> **WHAT YOU SHOULD DO**
Only an exact reprint of all the data is acceptable.
RECORDS SUPPLIED section start
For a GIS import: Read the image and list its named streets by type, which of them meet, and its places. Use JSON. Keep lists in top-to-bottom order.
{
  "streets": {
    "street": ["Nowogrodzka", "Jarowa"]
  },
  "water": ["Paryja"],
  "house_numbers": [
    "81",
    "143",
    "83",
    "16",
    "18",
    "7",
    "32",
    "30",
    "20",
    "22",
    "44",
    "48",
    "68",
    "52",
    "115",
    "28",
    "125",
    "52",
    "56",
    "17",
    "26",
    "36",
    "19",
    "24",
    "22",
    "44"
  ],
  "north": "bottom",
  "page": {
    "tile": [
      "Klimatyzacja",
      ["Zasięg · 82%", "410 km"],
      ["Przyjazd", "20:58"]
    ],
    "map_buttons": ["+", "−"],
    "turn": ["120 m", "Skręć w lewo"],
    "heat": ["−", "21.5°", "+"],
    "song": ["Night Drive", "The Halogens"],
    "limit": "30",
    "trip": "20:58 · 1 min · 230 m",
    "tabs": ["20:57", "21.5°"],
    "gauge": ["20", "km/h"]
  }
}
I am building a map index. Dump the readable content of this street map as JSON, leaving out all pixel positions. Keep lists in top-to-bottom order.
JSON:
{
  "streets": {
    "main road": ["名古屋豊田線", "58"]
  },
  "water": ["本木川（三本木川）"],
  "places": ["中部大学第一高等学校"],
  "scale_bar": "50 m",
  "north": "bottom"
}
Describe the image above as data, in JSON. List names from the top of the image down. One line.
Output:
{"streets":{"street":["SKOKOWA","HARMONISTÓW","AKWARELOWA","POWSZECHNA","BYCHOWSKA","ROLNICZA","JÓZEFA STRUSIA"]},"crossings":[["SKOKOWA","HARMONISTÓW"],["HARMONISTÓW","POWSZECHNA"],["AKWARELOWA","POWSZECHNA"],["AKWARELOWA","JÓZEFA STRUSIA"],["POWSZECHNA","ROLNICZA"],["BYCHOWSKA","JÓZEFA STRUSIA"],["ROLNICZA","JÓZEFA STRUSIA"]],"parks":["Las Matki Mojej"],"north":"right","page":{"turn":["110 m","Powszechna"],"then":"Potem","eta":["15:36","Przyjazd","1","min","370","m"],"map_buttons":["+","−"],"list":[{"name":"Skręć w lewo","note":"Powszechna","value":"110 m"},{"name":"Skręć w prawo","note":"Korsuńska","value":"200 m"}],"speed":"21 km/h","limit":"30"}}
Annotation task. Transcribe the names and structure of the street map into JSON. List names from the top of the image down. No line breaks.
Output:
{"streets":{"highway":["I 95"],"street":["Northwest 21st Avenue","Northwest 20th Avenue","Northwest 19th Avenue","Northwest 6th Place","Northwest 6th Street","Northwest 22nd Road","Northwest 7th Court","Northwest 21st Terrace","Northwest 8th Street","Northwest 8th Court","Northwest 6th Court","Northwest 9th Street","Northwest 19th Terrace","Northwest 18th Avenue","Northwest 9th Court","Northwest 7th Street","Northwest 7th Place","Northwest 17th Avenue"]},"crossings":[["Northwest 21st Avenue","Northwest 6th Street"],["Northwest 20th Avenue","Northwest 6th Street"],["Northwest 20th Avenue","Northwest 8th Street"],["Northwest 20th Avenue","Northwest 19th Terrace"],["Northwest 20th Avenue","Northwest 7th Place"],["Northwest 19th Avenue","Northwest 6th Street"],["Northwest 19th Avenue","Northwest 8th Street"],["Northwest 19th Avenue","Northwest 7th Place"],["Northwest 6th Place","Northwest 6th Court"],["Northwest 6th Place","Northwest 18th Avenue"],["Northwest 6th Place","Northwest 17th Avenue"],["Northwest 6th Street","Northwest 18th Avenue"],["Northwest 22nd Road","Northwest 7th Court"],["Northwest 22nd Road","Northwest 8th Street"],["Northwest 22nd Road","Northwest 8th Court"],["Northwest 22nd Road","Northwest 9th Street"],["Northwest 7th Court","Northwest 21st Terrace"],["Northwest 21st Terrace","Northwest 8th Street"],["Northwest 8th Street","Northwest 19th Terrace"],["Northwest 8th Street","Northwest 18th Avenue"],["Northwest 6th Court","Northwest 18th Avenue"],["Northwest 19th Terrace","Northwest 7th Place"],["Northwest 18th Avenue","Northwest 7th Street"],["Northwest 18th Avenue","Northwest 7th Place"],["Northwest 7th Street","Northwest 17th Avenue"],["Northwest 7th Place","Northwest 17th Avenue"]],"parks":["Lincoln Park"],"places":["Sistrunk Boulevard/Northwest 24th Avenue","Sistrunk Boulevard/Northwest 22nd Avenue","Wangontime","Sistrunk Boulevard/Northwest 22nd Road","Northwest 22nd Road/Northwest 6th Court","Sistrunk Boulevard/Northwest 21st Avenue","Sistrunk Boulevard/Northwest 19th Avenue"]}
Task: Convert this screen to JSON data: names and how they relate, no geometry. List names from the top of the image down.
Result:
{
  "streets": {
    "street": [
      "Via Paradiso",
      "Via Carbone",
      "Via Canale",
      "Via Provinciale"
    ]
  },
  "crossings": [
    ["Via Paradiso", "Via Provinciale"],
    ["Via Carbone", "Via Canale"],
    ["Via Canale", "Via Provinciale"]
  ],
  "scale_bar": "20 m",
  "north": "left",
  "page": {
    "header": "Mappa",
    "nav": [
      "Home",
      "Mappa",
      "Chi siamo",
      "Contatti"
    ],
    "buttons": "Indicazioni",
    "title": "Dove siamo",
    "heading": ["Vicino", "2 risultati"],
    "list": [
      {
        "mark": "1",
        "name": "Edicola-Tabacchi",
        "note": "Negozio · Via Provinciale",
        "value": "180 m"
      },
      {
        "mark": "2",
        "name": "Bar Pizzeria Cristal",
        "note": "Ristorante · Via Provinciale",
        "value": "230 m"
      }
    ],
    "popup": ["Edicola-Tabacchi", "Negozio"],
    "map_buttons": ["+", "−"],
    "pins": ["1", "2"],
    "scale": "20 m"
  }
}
RECORDS SUPPLIED section end
> **OUTPUT OF THE TASK**
For a GIS import: Read the image and list its named streets by type, which of them meet, and its places. Use JSON. Keep lists in top-to-bottom order.
{
  "streets": {
    "street": ["Nowogrodzka", "Jarowa"]
  },
  "water": ["Paryja"],
  "house_numbers": [
    "81",
    "143",
    "83",
    "16",
    "18",
    "7",
    "32",
    "30",
    "20",
    "22",
    "44",
    "48",
    "68",
    "52",
    "115",
    "28",
    "125",
    "52",
    "56",
    "17",
    "26",
    "36",
    "19",
    "24",
    "22",
    "44"
  ],
  "north": "bottom",
  "page": {
    "tile": [
      "Klimatyzacja",
      ["Zasięg · 82%", "410 km"],
      ["Przyjazd", "20:58"]
    ],
    "map_buttons": ["+", "−"],
    "turn": ["120 m", "Skręć w lewo"],
    "heat": ["−", "21.5°", "+"],
    "song": ["Night Drive", "The Halogens"],
    "limit": "30",
    "trip": "20:58 · 1 min · 230 m",
    "tabs": ["20:57", "21.5°"],
    "gauge": ["20", "km/h"]
  }
}
I am building a map index. Dump the readable content of this street map as JSON, leaving out all pixel positions. Keep lists in top-to-bottom order.
JSON:
{
  "streets": {
    "main road": ["名古屋豊田線", "58"]
  },
  "water": ["本木川（三本木川）"],
  "places": ["中部大学第一高等学校"],
  "scale_bar": "50 m",
  "north": "bottom"
}
Describe the image above as data, in JSON. List names from the top of the image down. One line.
Output:
{"streets":{"street":["SKOKOWA","HARMONISTÓW","AKWARELOWA","POWSZECHNA","BYCHOWSKA","ROLNICZA","JÓZEFA STRUSIA"]},"crossings":[["SKOKOWA","HARMONISTÓW"],["HARMONISTÓW","POWSZECHNA"],["AKWARELOWA","POWSZECHNA"],["AKWARELOWA","JÓZEFA STRUSIA"],["POWSZECHNA","ROLNICZA"],["BYCHOWSKA","JÓZEFA STRUSIA"],["ROLNICZA","JÓZEFA STRUSIA"]],"parks":["Las Matki Mojej"],"north":"right","page":{"turn":["110 m","Powszechna"],"then":"Potem","eta":["15:36","Przyjazd","1","min","370","m"],"map_buttons":["+","−"],"list":[{"name":"Skręć w lewo","note":"Powszechna","value":"110 m"},{"name":"Skręć w prawo","note":"Korsuńska","value":"200 m"}],"speed":"21 km/h","limit":"30"}}
Annotation task. Transcribe the names and structure of the street map into JSON. List names from the top of the image down. No line breaks.
Output:
{"streets":{"highway":["I 95"],"street":["Northwest 21st Avenue","Northwest 20th Avenue","Northwest 19th Avenue","Northwest 6th Place","Northwest 6th Street","Northwest 22nd Road","Northwest 7th Court","Northwest 21st Terrace","Northwest 8th Street","Northwest 8th Court","Northwest 6th Court","Northwest 9th Street","Northwest 19th Terrace","Northwest 18th Avenue","Northwest 9th Court","Northwest 7th Street","Northwest 7th Place","Northwest 17th Avenue"]},"crossings":[["Northwest 21st Avenue","Northwest 6th Street"],["Northwest 20th Avenue","Northwest 6th Street"],["Northwest 20th Avenue","Northwest 8th Street"],["Northwest 20th Avenue","Northwest 19th Terrace"],["Northwest 20th Avenue","Northwest 7th Place"],["Northwest 19th Avenue","Northwest 6th Street"],["Northwest 19th Avenue","Northwest 8th Street"],["Northwest 19th Avenue","Northwest 7th Place"],["Northwest 6th Place","Northwest 6th Court"],["Northwest 6th Place","Northwest 18th Avenue"],["Northwest 6th Place","Northwest 17th Avenue"],["Northwest 6th Street","Northwest 18th Avenue"],["Northwest 22nd Road","Northwest 7th Court"],["Northwest 22nd Road","Northwest 8th Street"],["Northwest 22nd Road","Northwest 8th Court"],["Northwest 22nd Road","Northwest 9th Street"],["Northwest 7th Court","Northwest 21st Terrace"],["Northwest 21st Terrace","Northwest 8th Street"],["Northwest 8th Street","Northwest 19th Terrace"],["Northwest 8th Street","Northwest 18th Avenue"],["Northwest 6th Court","Northwest 18th Avenue"],["Northwest 19th Terrace","Northwest 7th Place"],["Northwest 18th Avenue","Northwest 7th Street"],["Northwest 18th Avenue","Northwest 7th Place"],["Northwest 7th Street","Northwest 17th Avenue"],["Northwest 7th Place","Northwest 17th Avenue"]],"parks":["Lincoln Park"],"places":["Sistrunk Boulevard/Northwest 24th Avenue","Sistrunk Boulevard/Northwest 22nd Avenue","Wangontime","Sistrunk Boulevard/Northwest 22nd Road","Northwest 22nd Road/Northwest 6th Court","Sistrunk Boulevard/Northwest 21st Avenue","Sistrunk Boulevard/Northwest 19th Avenue"]}
Task: Convert this screen to JSON data: names and how they relate, no geometry. List names from the top of the image down.
Result:
{
  "streets": {
    "street": [
      "Via Paradiso",
      "Via Carbone",
      "Via Canale",
      "Via Provinciale"
    ]
  },
  "crossings": [
    ["Via Paradiso", "Via Provinciale"],
    ["Via Carbone", "Via Canale"],
    ["Via Canale", "Via Provinciale"]
  ],
  "scale_bar": "20 m",
  "north": "left",
  "page": {
    "header": "Mappa",
    "nav": [
      "Home",
      "Mappa",
      "Chi siamo",
      "Contatti"
    ],
    "buttons": "Indicazioni",
    "title": "Dove siamo",
    "heading": ["Vicino", "2 risultati"],
    "list": [
      {
        "mark": "1",
        "name": "Edicola-Tabacchi",
        "note": "Negozio · Via Provinciale",
        "value": "180 m"
      },
      {
        "mark": "2",
        "name": "Bar Pizzeria Cristal",
        "note": "Ristorante · Via Provinciale",
        "value": "230 m"
      }
    ],
    "popup": ["Edicola-Tabacchi", "Negozio"],
    "map_buttons": ["+", "−"],
    "pins": ["1", "2"],
    "scale": "20 m"
  }
}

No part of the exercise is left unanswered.